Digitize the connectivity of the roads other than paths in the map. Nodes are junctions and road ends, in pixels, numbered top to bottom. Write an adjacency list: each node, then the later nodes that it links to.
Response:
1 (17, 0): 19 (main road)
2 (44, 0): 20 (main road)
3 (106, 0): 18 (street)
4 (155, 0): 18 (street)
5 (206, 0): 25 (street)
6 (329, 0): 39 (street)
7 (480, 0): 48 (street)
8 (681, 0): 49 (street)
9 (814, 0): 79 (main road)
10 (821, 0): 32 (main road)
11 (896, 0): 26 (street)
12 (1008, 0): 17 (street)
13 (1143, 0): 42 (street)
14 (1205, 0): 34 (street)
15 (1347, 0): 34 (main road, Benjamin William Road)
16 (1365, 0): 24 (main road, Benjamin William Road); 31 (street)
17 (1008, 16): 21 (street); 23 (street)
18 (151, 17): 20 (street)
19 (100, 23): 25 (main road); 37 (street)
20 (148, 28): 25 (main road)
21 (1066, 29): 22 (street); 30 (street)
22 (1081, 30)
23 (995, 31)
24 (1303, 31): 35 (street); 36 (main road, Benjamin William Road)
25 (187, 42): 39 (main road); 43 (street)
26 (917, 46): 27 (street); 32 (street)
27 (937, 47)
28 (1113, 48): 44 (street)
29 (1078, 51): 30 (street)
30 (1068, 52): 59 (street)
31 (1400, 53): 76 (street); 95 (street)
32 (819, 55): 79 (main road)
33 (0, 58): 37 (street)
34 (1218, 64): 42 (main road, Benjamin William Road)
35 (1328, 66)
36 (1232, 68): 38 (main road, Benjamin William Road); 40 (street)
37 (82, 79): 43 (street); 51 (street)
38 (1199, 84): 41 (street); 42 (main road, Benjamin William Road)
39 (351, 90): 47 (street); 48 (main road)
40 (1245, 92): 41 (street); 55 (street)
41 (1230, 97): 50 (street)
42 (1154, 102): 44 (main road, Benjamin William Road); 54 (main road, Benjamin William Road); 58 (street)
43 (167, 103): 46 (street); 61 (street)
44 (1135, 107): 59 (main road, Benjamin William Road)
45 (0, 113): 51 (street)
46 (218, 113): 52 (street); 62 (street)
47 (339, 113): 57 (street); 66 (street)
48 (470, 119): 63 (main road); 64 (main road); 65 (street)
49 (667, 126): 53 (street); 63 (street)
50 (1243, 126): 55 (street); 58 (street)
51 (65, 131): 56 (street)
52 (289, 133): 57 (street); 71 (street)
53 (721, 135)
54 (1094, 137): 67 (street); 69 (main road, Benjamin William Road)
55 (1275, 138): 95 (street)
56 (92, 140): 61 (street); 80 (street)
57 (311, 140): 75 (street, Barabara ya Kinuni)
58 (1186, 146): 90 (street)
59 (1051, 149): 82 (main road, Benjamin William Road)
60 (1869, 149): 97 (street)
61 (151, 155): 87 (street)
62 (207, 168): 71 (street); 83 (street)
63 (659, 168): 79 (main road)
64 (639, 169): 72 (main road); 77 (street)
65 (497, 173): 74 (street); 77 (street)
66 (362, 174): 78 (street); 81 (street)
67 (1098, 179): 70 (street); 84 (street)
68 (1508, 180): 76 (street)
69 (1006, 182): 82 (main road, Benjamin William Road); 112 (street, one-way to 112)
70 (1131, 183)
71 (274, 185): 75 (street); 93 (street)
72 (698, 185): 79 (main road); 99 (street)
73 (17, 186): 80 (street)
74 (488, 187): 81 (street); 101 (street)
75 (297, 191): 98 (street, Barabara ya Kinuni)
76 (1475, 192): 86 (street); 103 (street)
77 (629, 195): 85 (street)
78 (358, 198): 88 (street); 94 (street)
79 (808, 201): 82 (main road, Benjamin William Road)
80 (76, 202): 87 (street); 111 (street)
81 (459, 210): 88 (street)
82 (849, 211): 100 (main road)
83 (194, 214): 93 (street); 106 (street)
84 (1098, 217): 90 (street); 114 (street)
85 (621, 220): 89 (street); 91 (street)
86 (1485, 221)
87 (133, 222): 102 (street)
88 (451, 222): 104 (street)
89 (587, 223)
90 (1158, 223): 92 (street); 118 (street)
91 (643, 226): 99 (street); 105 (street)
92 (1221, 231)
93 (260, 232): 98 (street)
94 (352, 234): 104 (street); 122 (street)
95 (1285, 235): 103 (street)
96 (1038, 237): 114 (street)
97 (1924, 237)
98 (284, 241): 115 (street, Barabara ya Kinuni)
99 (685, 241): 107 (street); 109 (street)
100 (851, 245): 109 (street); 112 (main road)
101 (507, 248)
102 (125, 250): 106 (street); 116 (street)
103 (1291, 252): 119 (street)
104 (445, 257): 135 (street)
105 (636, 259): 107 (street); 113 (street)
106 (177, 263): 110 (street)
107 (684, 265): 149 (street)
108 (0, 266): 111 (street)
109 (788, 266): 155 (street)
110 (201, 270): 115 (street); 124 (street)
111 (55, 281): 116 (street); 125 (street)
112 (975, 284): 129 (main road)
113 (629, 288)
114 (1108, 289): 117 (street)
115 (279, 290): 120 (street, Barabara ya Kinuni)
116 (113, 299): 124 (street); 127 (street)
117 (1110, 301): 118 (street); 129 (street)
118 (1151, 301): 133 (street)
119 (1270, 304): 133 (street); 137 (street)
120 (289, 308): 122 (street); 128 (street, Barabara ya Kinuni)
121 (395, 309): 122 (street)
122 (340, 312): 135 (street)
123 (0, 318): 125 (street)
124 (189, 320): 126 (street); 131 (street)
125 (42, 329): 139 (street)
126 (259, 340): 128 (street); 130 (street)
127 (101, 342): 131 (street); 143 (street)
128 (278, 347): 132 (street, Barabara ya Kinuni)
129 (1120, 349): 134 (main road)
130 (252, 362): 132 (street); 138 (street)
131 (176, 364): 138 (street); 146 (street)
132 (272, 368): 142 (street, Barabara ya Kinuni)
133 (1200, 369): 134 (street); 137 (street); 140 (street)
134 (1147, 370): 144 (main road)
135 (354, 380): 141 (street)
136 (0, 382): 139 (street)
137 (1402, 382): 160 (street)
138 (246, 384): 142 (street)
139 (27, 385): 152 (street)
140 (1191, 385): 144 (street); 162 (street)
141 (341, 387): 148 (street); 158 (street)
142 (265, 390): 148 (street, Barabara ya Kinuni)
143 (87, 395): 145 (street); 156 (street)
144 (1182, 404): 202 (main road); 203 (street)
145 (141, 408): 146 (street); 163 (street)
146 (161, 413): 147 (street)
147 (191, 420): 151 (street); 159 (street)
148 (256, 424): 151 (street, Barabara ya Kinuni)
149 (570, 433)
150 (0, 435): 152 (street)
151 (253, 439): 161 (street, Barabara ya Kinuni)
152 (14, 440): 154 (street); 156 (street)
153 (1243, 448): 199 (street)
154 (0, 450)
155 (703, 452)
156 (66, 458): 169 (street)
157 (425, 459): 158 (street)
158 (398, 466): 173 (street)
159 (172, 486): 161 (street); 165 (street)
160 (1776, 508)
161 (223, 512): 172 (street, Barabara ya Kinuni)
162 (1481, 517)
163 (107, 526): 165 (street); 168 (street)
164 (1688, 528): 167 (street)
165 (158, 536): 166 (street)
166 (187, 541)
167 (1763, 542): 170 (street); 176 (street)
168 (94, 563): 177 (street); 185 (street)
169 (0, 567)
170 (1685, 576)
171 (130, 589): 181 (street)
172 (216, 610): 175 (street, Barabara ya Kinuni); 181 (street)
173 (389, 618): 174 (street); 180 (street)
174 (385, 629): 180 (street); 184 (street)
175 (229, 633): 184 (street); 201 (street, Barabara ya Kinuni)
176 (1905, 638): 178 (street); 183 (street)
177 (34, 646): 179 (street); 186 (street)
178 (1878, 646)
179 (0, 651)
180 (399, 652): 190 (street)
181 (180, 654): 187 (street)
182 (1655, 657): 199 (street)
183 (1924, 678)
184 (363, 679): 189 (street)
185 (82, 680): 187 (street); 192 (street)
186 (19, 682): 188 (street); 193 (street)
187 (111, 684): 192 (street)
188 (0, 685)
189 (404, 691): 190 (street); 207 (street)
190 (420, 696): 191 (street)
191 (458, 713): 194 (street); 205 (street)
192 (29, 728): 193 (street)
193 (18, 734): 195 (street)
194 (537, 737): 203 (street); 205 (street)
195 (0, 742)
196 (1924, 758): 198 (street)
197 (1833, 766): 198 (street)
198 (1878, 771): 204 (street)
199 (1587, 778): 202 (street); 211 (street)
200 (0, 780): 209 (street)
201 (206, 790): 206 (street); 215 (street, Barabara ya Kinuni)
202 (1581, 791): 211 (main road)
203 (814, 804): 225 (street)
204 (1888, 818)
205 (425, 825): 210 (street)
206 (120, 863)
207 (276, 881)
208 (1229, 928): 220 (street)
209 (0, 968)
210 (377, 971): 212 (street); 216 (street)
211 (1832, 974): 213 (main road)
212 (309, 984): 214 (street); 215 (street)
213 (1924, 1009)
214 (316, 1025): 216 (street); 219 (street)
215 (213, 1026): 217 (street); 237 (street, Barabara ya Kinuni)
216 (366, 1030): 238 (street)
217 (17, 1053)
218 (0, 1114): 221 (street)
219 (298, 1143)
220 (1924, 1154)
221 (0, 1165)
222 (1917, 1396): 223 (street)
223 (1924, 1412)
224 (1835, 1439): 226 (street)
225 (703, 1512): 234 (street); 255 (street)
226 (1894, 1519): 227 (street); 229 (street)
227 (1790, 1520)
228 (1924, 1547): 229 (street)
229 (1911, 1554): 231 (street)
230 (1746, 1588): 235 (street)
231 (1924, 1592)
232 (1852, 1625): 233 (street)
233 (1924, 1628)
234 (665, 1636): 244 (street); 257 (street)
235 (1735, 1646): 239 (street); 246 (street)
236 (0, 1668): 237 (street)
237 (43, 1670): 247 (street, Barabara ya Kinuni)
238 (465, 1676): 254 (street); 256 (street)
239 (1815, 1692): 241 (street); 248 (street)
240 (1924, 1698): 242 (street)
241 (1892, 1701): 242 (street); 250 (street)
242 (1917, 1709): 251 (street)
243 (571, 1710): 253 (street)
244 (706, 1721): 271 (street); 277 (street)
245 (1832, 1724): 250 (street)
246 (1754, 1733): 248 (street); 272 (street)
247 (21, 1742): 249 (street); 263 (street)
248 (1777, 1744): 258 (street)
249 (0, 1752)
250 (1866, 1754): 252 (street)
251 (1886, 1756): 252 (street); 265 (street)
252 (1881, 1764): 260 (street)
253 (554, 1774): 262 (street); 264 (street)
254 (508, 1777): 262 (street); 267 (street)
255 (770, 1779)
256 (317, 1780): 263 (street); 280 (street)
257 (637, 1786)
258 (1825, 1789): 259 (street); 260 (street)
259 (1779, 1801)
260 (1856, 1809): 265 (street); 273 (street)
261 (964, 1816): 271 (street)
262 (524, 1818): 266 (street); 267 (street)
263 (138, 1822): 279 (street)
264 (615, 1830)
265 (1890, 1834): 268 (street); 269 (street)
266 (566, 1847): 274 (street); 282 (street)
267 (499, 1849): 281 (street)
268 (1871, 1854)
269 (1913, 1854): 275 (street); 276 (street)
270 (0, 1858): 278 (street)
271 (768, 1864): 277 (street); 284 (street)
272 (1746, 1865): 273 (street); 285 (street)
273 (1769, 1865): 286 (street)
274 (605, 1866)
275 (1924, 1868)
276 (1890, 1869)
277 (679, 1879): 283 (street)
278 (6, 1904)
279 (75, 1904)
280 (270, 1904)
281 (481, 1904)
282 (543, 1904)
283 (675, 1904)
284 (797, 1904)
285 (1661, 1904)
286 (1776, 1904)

#### Exercise details
Among the lines of the material, find those holding the word "William" and return them.

#### Output for this task
15 (1347, 0): 34 (main road, Benjamin William Road)
16 (1365, 0): 24 (main road, Benjamin William Road); 31 (street)
24 (1303, 31): 35 (street); 36 (main road, Benjamin William Road)
34 (1218, 64): 42 (main road, Benjamin William Road)
36 (1232, 68): 38 (main road, Benjamin William Road); 40 (street)
38 (1199, 84): 41 (street); 42 (main road, Benjamin William Road)
42 (1154, 102): 44 (main road, Benjamin William Road); 54 (main road, Benjamin William Road); 58 (street)
44 (1135, 107): 59 (main road, Benjamin William Road)
54 (1094, 137): 67 (street); 69 (main road, Benjamin William Road)
59 (1051, 149): 82 (main road, Benjamin William Road)
69 (1006, 182): 82 (main road, Benjamin William Road); 112 (street, one-way to 112)
79 (808, 201): 82 (main road, Benjamin William Road)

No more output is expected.